* _Your objective_
Report every line of the listing below in which the string "wrist" occurs.

== Information given

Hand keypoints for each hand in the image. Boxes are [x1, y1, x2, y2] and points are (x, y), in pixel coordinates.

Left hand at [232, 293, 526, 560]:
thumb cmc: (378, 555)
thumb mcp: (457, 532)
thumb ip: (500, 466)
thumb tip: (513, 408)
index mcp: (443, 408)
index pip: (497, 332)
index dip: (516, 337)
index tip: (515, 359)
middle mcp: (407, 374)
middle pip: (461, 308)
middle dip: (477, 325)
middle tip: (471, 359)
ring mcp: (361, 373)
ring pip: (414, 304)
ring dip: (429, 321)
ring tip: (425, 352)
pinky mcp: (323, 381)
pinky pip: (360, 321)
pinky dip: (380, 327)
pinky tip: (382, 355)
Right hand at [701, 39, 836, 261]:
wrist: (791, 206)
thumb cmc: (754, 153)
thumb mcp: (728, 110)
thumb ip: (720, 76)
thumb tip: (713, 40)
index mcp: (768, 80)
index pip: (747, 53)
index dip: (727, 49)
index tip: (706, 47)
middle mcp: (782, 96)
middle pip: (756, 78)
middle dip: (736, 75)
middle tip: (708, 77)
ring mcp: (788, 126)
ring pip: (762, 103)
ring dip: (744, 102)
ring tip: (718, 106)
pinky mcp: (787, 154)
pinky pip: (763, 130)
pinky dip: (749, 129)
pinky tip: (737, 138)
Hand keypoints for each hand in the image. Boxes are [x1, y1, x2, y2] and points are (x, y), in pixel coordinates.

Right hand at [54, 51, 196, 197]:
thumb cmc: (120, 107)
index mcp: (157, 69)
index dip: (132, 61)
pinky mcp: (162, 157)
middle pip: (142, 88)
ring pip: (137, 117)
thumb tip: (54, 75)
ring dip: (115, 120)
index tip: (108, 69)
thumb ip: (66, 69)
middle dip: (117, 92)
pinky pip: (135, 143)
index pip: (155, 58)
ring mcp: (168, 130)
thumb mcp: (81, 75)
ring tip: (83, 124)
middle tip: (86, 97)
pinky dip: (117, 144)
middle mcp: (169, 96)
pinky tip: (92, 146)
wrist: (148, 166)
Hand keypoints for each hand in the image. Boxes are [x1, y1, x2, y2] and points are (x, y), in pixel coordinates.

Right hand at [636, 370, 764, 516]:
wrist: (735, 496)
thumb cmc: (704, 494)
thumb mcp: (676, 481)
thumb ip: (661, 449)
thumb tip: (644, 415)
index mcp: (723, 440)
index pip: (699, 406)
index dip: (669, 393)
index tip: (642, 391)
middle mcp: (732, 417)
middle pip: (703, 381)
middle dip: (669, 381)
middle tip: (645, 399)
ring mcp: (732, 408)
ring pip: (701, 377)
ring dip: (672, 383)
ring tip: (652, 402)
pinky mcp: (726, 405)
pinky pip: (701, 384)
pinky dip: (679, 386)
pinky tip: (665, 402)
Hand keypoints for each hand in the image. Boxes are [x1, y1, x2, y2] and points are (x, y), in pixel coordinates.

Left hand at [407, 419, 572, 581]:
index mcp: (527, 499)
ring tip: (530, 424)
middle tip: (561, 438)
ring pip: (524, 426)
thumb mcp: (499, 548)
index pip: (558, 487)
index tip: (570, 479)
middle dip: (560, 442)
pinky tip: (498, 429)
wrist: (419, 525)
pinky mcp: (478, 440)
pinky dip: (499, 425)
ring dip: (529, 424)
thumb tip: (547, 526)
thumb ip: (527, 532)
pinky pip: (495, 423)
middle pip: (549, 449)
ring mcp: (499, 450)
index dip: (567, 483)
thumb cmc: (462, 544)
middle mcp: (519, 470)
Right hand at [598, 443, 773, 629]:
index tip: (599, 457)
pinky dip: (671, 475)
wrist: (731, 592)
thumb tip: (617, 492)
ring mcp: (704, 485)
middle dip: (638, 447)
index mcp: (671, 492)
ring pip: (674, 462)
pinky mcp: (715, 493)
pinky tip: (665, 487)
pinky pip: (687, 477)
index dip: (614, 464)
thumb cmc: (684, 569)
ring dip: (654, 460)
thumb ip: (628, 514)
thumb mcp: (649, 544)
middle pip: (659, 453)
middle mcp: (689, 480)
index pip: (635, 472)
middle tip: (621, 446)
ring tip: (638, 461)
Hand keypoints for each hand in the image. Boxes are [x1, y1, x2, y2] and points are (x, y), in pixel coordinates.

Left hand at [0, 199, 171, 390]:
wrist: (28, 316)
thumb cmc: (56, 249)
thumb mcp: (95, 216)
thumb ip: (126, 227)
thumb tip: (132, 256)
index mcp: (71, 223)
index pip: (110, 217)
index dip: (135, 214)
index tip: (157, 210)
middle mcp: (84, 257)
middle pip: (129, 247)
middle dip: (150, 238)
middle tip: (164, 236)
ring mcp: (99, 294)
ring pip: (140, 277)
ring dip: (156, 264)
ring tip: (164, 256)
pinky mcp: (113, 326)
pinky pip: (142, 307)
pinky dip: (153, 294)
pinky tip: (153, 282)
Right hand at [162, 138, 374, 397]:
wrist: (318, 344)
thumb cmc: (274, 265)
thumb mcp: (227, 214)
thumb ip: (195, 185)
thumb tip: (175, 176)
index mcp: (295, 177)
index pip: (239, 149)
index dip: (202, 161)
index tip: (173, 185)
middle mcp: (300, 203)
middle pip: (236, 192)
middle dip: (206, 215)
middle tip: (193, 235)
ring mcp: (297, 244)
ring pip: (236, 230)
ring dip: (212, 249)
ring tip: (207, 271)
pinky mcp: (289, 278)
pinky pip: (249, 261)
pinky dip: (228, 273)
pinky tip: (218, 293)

====
== Information given

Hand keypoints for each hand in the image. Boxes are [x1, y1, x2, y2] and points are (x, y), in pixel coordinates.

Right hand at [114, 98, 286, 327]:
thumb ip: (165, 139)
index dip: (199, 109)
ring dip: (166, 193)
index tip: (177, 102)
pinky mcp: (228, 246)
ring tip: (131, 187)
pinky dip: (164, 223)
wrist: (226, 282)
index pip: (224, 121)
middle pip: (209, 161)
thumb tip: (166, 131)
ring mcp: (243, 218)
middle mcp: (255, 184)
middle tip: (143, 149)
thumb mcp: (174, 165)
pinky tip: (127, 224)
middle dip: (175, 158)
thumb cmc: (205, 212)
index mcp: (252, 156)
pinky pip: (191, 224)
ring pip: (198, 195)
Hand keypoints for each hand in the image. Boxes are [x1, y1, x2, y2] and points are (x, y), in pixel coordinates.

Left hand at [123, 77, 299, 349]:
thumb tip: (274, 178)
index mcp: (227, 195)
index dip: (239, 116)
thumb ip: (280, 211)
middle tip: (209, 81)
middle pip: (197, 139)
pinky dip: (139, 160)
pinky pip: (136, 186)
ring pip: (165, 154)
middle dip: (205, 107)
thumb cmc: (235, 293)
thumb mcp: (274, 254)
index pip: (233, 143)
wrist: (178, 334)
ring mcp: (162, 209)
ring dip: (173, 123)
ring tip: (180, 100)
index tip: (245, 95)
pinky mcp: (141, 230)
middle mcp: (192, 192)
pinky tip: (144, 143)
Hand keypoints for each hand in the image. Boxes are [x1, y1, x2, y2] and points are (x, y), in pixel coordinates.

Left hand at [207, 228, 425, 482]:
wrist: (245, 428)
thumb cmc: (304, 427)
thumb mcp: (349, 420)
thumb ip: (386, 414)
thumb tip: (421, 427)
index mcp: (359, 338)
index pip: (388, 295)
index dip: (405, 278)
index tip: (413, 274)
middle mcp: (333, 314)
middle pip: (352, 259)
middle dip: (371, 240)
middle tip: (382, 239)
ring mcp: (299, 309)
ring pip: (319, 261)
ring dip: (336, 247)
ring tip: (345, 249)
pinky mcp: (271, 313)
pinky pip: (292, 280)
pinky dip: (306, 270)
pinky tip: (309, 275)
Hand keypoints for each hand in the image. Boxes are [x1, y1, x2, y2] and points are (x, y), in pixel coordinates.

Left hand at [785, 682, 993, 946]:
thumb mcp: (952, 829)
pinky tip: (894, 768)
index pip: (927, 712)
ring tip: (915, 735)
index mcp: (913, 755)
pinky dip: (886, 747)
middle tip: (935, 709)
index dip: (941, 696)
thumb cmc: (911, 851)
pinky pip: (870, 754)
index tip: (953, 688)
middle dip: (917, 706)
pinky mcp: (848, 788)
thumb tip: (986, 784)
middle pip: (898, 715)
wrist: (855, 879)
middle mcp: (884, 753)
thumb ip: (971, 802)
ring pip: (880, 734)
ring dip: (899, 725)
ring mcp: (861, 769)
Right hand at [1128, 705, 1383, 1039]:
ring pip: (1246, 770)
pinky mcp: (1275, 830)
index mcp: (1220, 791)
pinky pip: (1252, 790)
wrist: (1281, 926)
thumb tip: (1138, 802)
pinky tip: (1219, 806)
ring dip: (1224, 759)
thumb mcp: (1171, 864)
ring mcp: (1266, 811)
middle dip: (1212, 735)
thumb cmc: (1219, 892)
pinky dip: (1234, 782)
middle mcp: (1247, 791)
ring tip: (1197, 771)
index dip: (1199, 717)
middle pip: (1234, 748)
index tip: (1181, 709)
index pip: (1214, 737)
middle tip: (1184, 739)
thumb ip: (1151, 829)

====

* _Reply_
wrist: (791, 206)
wrist: (148, 166)
wrist: (735, 496)
wrist: (419, 525)
wrist: (731, 592)
wrist: (28, 316)
wrist: (318, 344)
wrist: (226, 282)
wrist: (178, 334)
wrist: (245, 428)
wrist: (855, 879)
wrist: (1281, 926)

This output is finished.